- Instructions for the task
Make an exact transcription of the data below.

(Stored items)

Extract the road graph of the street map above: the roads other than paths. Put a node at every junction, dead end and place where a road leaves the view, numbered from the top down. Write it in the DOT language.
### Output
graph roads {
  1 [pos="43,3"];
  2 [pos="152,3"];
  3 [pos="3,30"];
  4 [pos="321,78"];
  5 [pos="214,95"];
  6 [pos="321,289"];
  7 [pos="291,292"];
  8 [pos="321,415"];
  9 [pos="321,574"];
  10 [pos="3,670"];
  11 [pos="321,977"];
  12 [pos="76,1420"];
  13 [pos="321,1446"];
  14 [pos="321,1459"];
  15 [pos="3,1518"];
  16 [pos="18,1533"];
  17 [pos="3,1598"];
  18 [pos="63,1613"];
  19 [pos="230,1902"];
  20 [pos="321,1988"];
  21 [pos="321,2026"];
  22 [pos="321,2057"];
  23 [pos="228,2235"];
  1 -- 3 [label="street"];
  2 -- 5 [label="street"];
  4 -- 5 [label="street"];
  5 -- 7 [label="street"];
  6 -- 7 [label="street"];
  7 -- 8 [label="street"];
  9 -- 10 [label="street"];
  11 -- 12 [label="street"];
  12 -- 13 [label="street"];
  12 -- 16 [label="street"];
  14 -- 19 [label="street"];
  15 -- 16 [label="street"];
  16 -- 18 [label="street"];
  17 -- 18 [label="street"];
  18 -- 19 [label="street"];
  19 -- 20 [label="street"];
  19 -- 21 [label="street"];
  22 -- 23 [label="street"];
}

- Response to this task
Extract the road graph of the street map above: the roads other than paths. Put a node at every junction, dead end and place where a road leaves the view, numbered from the top down. Write it in the DOT language.
### Output
graph roads {
  1 [pos="43,3"];
  2 [pos="152,3"];
  3 [pos="3,30"];
  4 [pos="321,78"];
  5 [pos="214,95"];
  6 [pos="321,289"];
  7 [pos="291,292"];
  8 [pos="321,415"];
  9 [pos="321,574"];
  10 [pos="3,670"];
  11 [pos="321,977"];
  12 [pos="76,1420"];
  13 [pos="321,1446"];
  14 [pos="321,1459"];
  15 [pos="3,1518"];
  16 [pos="18,1533"];
  17 [pos="3,1598"];
  18 [pos="63,1613"];
  19 [pos="230,1902"];
  20 [pos="321,1988"];
  21 [pos="321,2026"];
  22 [pos="321,2057"];
  23 [pos="228,2235"];
  1 -- 3 [label="street"];
  2 -- 5 [label="street"];
  4 -- 5 [label="street"];
  5 -- 7 [label="street"];
  6 -- 7 [label="street"];
  7 -- 8 [label="street"];
  9 -- 10 [label="street"];
  11 -- 12 [label="street"];
  12 -- 13 [label="street"];
  12 -- 16 [label="street"];
  14 -- 19 [label="street"];
  15 -- 16 [label="street"];
  16 -- 18 [label="street"];
  17 -- 18 [label="street"];
  18 -- 19 [label="street"];
  19 -- 20 [label="street"];
  19 -- 21 [label="street"];
  22 -- 23 [label="street"];
}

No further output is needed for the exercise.